◆ Assignment
Keeping every line intact, repeat the data word for word.

(Saved data entries)

%%

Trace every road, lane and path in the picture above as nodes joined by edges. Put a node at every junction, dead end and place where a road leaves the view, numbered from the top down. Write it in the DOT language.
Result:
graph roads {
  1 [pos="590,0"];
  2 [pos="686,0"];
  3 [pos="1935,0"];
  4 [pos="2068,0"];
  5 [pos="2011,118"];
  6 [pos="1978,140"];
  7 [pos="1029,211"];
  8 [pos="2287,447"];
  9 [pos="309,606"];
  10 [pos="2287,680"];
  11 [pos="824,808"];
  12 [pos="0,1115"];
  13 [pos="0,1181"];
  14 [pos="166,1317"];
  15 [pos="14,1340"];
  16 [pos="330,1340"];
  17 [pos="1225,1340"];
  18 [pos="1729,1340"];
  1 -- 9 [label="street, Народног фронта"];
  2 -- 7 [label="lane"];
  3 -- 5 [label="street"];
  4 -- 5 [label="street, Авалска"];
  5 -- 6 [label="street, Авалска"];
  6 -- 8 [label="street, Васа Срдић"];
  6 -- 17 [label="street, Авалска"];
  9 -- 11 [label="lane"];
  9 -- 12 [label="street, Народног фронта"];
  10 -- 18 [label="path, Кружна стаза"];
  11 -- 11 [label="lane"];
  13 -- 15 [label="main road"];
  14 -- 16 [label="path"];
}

%%

◆ Solution to this problem
Trace every road, lane and path in the picture above as nodes joined by edges. Put a node at every junction, dead end and place where a road leaves the view, numbered from the top down. Write it in the DOT language.
Result:
graph roads {
  1 [pos="590,0"];
  2 [pos="686,0"];
  3 [pos="1935,0"];
  4 [pos="2068,0"];
  5 [pos="2011,118"];
  6 [pos="1978,140"];
  7 [pos="1029,211"];
  8 [pos="2287,447"];
  9 [pos="309,606"];
  10 [pos="2287,680"];
  11 [pos="824,808"];
  12 [pos="0,1115"];
  13 [pos="0,1181"];
  14 [pos="166,1317"];
  15 [pos="14,1340"];
  16 [pos="330,1340"];
  17 [pos="1225,1340"];
  18 [pos="1729,1340"];
  1 -- 9 [label="street, Народног фронта"];
  2 -- 7 [label="lane"];
  3 -- 5 [label="street"];
  4 -- 5 [label="street, Авалска"];
  5 -- 6 [label="street, Авалска"];
  6 -- 8 [label="street, Васа Срдић"];
  6 -- 17 [label="street, Авалска"];
  9 -- 11 [label="lane"];
  9 -- 12 [label="street, Народног фронта"];
  10 -- 18 [label="path, Кружна стаза"];
  11 -- 11 [label="lane"];
  13 -- 15 [label="main road"];
  14 -- 16 [label="path"];
}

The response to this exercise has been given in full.